While a swap device is pinned, swapoff is prevented from proceeding.

Link: https://lore.kernel.org/20260323160822.1409904-1-youngjun.park@lge.com
Link: https://lore.kernel.org/20260323160822.1409904-2-youngjun.park@lge.com
Signed-off-by: Youngjun Park <youngjun.park@lge.com>
Reviewed-by: Kairui Song <kasong@tencent.com>
Cc: Baoquan He <bhe@redhat.com>
Cc: Barry Song <baohua@kernel.org>
Cc: Chris Li <chrisl@kernel.org>
Cc: Kemeng Shi <shikemeng@huaweicloud.com>
Cc: Nhat Pham <nphamcs@gmail.com>
Cc: "Rafael J . Wysocki" <rafael@kernel.org>
Signed-off-by: Andrew Morton <akpm@linux-foundation.org>
include/linux/swap.h
kernel/power/swap.c
kernel/power/user.c
mm/swapfile.c

index 8c43bc3055c95b294bfb36bd972f2f32c7f6b4f6..8f0f68e245baa347ed2112b56c9afd284e38dd3c 100644 (file)
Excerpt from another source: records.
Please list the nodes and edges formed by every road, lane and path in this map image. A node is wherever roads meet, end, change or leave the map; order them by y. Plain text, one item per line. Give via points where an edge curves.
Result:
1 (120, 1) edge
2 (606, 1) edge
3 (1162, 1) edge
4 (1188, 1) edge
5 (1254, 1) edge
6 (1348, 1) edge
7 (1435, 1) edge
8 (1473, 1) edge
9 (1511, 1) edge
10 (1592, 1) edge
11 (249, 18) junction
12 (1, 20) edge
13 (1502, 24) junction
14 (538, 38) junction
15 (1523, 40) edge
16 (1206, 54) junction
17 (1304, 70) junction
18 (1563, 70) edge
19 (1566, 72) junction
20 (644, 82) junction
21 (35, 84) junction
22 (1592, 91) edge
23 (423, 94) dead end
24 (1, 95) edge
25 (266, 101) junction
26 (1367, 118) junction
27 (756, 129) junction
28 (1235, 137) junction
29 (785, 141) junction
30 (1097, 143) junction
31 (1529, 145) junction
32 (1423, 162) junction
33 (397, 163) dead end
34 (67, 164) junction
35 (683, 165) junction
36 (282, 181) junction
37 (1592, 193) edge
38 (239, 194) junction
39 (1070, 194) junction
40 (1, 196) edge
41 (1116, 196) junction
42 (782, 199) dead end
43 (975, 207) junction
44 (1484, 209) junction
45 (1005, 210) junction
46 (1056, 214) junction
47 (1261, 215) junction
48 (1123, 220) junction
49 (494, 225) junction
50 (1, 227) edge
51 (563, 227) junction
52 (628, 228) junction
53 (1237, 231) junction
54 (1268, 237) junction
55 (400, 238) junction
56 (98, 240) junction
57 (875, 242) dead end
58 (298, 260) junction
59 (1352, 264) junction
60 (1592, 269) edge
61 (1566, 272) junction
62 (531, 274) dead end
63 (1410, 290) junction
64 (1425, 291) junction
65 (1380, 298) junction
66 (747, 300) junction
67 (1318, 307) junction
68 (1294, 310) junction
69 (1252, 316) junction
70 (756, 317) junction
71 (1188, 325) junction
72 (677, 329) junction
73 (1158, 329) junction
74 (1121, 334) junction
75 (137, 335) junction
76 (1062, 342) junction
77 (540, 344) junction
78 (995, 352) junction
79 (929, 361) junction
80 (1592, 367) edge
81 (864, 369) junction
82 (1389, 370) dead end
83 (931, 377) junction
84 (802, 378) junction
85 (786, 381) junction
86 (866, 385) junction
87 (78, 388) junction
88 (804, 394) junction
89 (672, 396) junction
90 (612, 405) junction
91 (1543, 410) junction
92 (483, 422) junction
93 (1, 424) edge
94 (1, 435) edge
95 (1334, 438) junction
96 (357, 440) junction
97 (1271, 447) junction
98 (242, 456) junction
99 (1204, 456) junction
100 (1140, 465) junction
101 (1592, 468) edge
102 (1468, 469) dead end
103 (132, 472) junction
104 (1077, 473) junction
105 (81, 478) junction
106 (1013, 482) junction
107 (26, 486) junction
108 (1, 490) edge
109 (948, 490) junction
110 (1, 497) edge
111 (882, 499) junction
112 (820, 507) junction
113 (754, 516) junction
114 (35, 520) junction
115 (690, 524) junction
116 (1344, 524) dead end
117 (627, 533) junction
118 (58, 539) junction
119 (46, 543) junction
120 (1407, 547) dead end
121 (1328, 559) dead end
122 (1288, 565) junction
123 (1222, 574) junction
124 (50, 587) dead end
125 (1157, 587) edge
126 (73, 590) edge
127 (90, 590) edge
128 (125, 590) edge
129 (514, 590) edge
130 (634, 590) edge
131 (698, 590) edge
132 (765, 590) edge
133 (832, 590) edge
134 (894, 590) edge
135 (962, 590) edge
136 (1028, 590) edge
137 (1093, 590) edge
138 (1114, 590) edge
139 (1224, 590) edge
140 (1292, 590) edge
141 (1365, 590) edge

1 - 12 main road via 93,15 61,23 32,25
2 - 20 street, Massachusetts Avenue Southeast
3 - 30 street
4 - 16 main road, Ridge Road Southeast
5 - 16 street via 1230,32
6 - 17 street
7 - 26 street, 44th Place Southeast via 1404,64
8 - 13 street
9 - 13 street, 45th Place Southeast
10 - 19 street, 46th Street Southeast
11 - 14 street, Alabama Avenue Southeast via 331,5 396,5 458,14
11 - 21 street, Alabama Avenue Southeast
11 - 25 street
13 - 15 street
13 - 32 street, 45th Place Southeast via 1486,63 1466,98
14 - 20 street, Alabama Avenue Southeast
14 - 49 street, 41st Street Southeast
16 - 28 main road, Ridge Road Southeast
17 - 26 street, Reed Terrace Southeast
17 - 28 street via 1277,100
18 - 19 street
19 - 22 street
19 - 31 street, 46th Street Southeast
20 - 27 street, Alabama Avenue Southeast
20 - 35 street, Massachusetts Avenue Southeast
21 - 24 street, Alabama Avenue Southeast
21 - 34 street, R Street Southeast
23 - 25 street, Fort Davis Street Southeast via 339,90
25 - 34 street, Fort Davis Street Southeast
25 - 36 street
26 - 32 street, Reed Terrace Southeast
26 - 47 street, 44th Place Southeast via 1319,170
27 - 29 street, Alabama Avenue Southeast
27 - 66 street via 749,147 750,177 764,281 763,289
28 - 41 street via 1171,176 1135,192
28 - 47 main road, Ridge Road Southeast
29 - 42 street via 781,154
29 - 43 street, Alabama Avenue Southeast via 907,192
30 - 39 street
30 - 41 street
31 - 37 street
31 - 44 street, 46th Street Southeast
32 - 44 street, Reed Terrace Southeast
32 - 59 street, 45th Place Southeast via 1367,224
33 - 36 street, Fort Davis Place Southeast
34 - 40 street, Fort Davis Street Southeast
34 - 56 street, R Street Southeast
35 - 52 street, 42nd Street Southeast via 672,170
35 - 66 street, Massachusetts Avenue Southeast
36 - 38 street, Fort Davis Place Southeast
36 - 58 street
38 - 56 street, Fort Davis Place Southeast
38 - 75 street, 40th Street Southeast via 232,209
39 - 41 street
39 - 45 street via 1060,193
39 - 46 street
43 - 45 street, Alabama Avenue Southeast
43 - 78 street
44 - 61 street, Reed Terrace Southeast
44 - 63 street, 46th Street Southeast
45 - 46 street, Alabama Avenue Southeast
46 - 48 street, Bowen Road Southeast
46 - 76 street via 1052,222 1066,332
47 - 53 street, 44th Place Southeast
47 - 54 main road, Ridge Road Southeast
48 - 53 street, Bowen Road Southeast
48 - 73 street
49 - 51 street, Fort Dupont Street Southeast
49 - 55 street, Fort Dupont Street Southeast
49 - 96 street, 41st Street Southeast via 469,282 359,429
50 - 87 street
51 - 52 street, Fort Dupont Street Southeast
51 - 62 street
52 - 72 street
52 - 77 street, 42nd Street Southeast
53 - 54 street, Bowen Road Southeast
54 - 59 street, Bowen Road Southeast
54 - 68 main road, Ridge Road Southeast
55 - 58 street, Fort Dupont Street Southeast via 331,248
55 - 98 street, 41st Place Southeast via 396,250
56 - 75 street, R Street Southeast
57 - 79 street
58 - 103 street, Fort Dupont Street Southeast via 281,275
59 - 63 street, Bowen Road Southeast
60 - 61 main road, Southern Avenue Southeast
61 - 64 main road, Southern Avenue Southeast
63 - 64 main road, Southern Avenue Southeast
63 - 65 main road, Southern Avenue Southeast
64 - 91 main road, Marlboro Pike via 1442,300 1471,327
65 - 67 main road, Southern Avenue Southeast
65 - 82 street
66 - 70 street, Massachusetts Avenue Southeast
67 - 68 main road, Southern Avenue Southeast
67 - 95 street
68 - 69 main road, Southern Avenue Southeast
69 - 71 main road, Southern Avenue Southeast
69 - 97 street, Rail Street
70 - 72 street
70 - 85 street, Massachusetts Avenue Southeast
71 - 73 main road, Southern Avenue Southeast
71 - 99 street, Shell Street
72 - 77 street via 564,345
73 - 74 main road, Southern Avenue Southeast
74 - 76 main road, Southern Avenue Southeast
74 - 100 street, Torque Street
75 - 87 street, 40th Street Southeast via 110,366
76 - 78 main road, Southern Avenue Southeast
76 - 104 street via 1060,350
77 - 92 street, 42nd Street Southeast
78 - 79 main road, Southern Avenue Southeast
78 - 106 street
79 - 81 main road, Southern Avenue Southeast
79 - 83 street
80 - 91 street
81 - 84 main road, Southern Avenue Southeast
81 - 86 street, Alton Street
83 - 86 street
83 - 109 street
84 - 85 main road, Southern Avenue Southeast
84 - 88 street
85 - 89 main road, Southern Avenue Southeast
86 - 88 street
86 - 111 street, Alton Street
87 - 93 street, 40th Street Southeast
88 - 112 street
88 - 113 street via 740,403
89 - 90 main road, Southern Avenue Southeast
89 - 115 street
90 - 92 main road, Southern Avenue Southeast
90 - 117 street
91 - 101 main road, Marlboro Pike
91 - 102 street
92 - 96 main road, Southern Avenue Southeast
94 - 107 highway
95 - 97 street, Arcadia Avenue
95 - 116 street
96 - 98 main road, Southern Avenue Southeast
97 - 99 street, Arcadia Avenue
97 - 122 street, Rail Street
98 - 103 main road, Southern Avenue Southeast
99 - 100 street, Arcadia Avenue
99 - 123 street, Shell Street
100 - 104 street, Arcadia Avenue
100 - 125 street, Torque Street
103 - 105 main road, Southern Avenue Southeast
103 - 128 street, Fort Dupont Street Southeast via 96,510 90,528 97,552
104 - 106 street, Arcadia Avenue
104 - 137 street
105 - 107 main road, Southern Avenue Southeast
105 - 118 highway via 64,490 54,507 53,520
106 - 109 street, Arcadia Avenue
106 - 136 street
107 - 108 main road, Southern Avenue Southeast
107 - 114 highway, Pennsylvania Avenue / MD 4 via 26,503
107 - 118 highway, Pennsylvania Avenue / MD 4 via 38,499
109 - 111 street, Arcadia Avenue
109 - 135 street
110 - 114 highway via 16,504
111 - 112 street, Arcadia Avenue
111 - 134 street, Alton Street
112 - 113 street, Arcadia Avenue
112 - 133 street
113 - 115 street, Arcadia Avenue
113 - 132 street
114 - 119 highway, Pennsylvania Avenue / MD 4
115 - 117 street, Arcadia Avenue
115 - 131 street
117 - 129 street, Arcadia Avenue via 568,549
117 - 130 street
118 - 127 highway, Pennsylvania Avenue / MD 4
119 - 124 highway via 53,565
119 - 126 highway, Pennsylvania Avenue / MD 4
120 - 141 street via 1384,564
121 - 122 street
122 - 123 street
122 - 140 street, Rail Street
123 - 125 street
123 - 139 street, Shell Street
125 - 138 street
@@ -213,6 +213,7 @@ enum {
        SWP_PAGE_DISCARD = (1 << 10),   /* freed swap page-cluster discards */
        SWP_STABLE_WRITES = (1 << 11),  /* no overwrite PG_writeback pages */
        SWP_SYNCHRONOUS_IO = (1 << 12), /* synchronous IO is efficient */
+       SWP_HIBERNATION = (1 << 13),    /* pinned for hibernation */
                                        /* add others here before... */
 };
 
@@ -432,7 +433,9 @@ static inline long get_nr_swap_pages(void)
 }
 
 extern void si_swapinfo(struct sysinfo *);
-int swap_type_of(dev_t device, sector_t offset);
+extern int pin_hibernation_swap_type(dev_t device, sector_t offset);
+extern void unpin_hibernation_swap_type(int type);
+extern int find_hibernation_swap_type(dev_t device, sector_t offset);
 int find_first_swap(dev_t *device);
 extern unsigned int count_swap_pages(int, int);
 extern sector_t swapdev_block(int, pgoff_t);
index 2e64869bb5a093d7a1d2decfe7be9e7f20092d47..cc4764149e8fce67cc975aa2d1e1b447d4ffe3eb 100644 (file)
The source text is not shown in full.